Kebawelan yang disinggung di awal, yang menegasi kemungkinan dramatis pertunjukan, sebetulnya telah menjadi contoh tepat bagaimana pementasan ini sebetulnya bisa konsisten menonjolkan gerak. Selain mengubah arah rasa cerita, kelisanan yang main-main itu dapat mencegah penonton tersuruk pada lubang-lubang melankolia yang ada di penjuru cerita dan tetap fokus menikmati yang utama.
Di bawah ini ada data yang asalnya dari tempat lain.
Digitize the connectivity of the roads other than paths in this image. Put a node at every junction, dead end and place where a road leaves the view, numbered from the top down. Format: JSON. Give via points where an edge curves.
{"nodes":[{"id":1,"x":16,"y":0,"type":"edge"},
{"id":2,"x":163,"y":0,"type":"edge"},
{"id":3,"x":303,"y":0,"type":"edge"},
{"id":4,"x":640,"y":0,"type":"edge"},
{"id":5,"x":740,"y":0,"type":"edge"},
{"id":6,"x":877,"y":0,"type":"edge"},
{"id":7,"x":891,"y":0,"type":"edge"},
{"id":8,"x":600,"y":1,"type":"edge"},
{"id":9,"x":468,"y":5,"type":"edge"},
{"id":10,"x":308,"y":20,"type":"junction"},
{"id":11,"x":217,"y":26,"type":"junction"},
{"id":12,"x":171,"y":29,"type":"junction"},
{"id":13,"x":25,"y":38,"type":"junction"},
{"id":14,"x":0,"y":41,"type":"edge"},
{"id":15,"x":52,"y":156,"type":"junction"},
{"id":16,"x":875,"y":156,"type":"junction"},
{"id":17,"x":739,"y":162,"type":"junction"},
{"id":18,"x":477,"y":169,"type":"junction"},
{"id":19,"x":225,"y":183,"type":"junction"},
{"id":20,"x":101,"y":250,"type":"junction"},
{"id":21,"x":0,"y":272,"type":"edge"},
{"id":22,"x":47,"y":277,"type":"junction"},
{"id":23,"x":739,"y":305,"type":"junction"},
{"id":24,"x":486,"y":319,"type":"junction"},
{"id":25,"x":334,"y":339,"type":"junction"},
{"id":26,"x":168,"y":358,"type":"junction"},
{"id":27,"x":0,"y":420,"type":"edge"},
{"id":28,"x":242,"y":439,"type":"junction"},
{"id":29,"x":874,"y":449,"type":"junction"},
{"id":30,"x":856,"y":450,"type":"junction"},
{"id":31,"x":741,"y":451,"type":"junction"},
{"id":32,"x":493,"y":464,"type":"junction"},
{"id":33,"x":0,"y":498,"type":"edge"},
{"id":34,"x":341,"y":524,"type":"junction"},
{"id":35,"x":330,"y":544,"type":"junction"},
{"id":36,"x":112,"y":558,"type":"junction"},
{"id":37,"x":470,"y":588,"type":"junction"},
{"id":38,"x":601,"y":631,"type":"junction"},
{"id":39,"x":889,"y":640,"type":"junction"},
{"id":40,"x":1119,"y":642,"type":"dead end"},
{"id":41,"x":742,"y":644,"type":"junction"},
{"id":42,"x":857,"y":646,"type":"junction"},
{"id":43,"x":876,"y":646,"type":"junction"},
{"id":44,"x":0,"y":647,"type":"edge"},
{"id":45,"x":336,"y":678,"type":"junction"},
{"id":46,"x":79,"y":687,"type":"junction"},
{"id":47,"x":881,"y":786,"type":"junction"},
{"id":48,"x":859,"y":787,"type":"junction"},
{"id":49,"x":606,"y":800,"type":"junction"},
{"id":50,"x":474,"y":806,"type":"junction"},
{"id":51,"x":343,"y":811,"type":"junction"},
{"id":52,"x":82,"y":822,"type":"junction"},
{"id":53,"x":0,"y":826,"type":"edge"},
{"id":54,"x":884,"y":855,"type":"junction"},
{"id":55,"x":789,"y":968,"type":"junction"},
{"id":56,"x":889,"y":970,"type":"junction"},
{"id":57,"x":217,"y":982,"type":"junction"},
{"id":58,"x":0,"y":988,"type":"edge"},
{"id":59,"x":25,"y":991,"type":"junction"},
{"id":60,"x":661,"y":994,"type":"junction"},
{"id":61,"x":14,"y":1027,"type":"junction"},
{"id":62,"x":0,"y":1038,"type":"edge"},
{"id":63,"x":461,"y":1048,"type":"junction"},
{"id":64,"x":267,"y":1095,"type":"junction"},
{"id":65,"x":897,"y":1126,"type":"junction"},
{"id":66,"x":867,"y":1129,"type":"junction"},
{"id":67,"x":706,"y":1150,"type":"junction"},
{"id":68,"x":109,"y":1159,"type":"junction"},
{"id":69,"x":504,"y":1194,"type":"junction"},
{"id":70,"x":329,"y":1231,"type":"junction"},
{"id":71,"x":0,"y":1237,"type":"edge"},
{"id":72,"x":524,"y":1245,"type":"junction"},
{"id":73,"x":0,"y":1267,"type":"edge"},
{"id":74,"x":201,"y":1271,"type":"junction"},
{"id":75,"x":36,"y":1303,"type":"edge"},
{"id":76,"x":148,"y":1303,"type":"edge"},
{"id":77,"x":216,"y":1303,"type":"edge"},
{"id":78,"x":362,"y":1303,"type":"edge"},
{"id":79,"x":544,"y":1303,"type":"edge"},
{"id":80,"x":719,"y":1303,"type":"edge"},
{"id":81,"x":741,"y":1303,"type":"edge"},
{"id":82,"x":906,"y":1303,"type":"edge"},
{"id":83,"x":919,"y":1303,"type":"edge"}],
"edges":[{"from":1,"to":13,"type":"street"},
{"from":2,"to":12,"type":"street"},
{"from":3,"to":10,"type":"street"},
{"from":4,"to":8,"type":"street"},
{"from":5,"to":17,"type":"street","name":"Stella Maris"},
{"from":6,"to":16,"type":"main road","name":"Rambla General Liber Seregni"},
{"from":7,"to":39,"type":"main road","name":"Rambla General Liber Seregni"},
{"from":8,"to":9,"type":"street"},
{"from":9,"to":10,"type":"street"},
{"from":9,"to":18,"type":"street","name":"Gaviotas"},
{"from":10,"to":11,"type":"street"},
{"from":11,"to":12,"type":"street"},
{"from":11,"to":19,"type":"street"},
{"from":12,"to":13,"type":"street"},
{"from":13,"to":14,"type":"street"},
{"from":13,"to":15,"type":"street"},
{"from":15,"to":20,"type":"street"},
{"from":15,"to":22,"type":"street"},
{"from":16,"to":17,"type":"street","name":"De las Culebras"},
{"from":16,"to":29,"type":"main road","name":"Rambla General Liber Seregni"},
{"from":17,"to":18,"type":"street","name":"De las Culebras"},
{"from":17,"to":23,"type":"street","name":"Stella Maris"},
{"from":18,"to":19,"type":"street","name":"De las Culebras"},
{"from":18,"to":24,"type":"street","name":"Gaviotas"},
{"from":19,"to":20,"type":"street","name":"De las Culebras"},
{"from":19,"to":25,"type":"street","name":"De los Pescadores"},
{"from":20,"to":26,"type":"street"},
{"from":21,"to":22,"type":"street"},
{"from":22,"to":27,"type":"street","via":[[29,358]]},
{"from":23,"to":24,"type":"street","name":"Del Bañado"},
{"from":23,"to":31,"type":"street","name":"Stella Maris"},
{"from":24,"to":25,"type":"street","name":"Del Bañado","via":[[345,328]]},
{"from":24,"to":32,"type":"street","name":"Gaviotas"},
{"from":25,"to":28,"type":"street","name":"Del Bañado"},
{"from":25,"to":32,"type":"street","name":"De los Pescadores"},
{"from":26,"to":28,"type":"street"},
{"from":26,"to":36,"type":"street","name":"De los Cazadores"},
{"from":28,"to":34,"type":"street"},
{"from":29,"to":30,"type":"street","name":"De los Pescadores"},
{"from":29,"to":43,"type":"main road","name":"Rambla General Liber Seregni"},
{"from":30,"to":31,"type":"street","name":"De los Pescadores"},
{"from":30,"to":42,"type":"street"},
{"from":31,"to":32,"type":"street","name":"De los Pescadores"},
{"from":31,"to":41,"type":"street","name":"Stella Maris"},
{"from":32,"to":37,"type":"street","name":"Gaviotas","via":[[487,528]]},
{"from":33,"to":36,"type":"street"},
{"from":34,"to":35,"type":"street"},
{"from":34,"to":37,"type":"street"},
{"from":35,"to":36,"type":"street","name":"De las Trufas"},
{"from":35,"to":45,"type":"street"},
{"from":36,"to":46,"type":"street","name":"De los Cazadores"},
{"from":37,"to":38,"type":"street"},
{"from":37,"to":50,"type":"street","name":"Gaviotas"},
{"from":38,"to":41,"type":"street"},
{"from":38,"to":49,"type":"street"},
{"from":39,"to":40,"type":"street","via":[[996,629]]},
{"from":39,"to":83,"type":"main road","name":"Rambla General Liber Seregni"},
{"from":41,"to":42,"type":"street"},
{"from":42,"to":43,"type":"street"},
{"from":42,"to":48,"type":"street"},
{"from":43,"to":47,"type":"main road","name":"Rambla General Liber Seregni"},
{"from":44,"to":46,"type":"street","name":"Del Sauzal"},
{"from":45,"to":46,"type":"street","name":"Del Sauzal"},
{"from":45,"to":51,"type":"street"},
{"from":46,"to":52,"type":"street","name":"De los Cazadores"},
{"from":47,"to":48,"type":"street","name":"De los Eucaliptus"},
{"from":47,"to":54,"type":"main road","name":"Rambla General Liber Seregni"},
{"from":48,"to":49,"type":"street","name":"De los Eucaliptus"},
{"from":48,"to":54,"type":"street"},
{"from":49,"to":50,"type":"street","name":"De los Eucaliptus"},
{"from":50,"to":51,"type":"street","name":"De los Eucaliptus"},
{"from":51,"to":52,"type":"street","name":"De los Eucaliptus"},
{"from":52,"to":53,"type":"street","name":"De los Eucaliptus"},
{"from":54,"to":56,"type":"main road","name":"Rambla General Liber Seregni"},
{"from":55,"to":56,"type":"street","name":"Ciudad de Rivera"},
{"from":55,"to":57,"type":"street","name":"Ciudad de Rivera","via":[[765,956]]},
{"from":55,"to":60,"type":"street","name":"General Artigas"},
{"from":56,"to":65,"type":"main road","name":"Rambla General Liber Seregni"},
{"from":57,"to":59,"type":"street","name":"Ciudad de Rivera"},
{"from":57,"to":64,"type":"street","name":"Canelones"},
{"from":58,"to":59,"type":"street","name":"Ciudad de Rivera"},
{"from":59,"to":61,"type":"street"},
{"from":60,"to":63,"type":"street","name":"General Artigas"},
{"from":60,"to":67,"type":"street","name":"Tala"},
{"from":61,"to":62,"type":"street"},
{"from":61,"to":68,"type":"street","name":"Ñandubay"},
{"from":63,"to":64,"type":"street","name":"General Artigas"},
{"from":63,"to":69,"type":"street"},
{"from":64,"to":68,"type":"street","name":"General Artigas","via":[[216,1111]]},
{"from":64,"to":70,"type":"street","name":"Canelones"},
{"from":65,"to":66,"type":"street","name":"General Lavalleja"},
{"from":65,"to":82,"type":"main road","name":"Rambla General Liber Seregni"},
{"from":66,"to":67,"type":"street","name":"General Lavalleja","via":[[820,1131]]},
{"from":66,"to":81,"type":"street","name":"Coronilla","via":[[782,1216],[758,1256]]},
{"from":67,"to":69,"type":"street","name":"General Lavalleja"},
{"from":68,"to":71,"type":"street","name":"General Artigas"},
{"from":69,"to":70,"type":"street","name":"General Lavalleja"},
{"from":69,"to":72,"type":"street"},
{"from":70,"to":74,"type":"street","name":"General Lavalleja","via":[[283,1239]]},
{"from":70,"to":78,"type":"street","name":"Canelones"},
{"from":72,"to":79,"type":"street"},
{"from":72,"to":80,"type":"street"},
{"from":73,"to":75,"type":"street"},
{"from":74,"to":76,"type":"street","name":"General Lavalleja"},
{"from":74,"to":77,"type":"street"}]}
Ini baik, sebab jujur saja, segi cerita memang tidak bisa jadi kekuatan. Tidak ada hal baru yang menarik di sana. Malah, penonton – yang mungkin sudah akrab dengan cerita aslinya – harus berkompromi dengan pemenggalan kisah dan penghapusan tokoh demi tertanggulanginya masalah durasi pentas.
Dengan pilihan yang sudah diambil, “Mahabharata 3: Kurusetra War” akhirnya menjadi sebuah pentas yang tanggung.